DragonCon

Okay, I seem to have survived Dragon*Con.

Yes, I go every year. No, I don’t wear costumes. (Although I appreciate some of those who do. [Some. Spandex is a privilege, not a right.]) No, I don’t stand in line for autographs by aging semi-celebrities. No, I don’t own any comic books.

But it’s inarguable that Dragon*Con probably increases the average IQ of Atlanta by ten points when it comes to town. And if you take 40,000 intelligent people, probably 1% of them are going to want to discuss things like space travel (real, not Star Trek), science, and skepticism. That’s where the Space and Science Track comes in. This year, we had experts talking about antimatter-based cancer therapy, Generation IV nuclear reactors, Bose-Einstein condensates, Mars exploration, and the radiation environment for satellites. (Oh, and the Mythbusters team.) And me.

I gave five presentations on four topics: What’s in the labs at Georgia Tech, the hydrogen myth, space access, and XCOR. For people who have found this page looking for copies of my slides, most of them are posted here.

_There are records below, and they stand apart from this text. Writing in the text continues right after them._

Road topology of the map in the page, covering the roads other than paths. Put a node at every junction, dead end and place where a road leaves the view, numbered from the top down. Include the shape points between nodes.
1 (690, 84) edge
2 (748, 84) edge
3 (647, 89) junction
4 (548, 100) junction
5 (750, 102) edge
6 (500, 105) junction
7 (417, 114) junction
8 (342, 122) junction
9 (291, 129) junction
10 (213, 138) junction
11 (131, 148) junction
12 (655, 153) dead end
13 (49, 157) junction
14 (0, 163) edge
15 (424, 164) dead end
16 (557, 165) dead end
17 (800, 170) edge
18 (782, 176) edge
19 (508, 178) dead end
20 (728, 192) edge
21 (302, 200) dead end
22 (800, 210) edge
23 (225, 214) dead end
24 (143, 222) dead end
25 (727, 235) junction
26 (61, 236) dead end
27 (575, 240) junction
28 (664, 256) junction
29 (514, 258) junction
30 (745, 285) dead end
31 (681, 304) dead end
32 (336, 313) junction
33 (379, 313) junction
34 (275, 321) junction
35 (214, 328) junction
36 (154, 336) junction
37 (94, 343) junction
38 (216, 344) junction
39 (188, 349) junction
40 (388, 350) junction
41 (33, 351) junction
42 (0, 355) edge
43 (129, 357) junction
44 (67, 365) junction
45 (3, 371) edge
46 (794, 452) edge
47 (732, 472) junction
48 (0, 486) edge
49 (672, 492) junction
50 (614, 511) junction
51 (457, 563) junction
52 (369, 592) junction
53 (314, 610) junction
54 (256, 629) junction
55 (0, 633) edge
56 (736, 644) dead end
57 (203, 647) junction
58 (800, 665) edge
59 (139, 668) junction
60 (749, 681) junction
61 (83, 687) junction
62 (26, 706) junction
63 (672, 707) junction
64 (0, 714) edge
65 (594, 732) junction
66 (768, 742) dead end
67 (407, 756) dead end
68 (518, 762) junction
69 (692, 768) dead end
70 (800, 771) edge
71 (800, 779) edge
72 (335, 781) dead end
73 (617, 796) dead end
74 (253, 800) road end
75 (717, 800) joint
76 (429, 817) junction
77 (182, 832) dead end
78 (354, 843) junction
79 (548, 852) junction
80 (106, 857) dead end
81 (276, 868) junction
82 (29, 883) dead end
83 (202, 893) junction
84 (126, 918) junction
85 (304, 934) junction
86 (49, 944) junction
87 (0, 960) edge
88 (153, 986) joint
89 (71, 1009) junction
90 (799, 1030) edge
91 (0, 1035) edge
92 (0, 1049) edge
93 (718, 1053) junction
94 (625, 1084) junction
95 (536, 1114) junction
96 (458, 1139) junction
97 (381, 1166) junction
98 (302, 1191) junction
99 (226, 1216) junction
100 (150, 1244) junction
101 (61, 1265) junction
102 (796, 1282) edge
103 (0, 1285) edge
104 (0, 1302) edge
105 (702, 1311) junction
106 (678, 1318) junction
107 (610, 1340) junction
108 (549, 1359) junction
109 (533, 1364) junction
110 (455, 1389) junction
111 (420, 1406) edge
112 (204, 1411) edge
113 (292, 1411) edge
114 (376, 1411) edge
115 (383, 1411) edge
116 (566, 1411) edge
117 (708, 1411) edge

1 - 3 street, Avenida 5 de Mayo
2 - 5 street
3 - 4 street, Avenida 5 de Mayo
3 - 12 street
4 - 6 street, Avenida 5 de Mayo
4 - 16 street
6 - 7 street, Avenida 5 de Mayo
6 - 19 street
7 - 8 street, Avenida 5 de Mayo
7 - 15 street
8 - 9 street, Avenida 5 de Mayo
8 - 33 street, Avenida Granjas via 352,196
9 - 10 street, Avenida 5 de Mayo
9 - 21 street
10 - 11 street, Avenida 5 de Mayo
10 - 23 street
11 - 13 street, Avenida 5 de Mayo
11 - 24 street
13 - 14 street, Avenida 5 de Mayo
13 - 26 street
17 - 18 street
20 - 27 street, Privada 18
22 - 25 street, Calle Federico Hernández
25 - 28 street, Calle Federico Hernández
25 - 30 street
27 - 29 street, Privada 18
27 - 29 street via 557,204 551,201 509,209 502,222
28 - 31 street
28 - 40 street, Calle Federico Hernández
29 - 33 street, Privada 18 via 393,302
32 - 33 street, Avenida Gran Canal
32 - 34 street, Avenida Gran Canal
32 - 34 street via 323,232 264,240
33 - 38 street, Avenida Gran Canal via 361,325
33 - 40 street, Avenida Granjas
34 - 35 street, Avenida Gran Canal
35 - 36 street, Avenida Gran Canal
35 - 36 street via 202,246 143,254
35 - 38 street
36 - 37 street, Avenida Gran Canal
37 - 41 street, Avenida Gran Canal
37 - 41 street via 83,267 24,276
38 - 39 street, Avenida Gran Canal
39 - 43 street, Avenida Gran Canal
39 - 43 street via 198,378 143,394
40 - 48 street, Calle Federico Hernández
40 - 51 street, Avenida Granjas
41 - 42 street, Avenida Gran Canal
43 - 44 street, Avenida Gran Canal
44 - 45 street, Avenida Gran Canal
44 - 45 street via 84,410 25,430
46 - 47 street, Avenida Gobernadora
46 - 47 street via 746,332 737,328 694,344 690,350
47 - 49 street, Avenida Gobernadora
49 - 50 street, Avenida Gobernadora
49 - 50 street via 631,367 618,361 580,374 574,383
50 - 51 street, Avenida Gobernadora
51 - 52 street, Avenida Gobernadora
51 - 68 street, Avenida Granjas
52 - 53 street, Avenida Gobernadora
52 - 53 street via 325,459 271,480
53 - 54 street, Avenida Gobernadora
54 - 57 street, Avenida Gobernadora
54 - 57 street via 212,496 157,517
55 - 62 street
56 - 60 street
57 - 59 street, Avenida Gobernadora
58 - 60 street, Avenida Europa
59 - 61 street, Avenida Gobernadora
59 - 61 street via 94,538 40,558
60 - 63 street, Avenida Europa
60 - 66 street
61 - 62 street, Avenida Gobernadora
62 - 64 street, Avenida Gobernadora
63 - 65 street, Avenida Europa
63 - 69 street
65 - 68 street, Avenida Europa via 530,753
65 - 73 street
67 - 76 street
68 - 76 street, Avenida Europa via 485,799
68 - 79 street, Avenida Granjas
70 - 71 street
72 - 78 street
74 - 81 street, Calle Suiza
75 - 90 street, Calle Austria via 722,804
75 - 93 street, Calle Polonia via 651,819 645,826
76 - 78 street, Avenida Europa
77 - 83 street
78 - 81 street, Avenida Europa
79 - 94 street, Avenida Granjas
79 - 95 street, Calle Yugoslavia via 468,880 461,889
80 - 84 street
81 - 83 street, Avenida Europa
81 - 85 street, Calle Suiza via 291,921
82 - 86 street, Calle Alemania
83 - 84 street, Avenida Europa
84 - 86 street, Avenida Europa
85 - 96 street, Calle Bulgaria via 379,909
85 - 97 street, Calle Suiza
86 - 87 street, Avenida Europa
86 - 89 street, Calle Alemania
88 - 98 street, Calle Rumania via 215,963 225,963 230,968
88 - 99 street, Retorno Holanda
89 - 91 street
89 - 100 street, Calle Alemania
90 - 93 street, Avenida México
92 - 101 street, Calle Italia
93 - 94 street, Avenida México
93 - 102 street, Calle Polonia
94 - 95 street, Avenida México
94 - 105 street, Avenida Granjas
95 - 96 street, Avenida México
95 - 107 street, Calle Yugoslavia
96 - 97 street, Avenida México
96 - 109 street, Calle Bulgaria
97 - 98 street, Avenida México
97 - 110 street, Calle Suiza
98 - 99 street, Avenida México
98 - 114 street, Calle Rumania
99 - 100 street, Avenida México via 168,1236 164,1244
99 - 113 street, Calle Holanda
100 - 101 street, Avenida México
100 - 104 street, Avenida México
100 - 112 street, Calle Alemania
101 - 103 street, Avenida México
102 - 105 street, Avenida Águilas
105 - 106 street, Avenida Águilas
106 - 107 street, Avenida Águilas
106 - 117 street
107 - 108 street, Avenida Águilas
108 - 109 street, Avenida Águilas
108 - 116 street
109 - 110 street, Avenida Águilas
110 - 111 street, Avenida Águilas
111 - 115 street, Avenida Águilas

My final presentation, Halfway to Anywhere, was in the last time slot of the last day… and 25 people showed up, and stayed an extra half hour asking questions until I finally ran them off! (The title is from a quote by Robert Heinlein: “Reach low orbit, and you’re halfway to anywhere in the solar system.”) This is an ongoing experiment for me in breaking the tyranny of PowerPoint (although these days, I’m using Keynote, which is just astonishingly better). I started creating this presentation after attending a seminar by Edward Tufte. If he comes to your town, you should make a point of attending one of these… he’s wonderful.

Anyhow, I’ve evolved an hour-long presentation which consists of 146 slides… only one of which has any words on it. (The Heinlein quote above.) The remainder are just images… one after the other after the other in rapid succession. You have to pay attention since you can’t just read the text. And you can’t check email on your BlackBerry because you’d miss three slides. It works wonderfully well, and I’m proud of it.

However, of those 140-odd images, probably 100 of them are violating somebody’s copyright somewhere. I don’t have the time or the money to chase down publication rights, or to replace everything with Creative Commons imagery (which isn’t as complete as you’d like yet). So that Keynote stack isn’t being posted. You’ll have to catch me in person for that.

But — to bring this long and rambling blog posting to something work-related — it’s an interesting example of what you can do with presentations if you get away from the standard text templates and force yourself into something more expressive. I guarantee that any entrepreneur pitching me with 146 slides and no text would have my attention!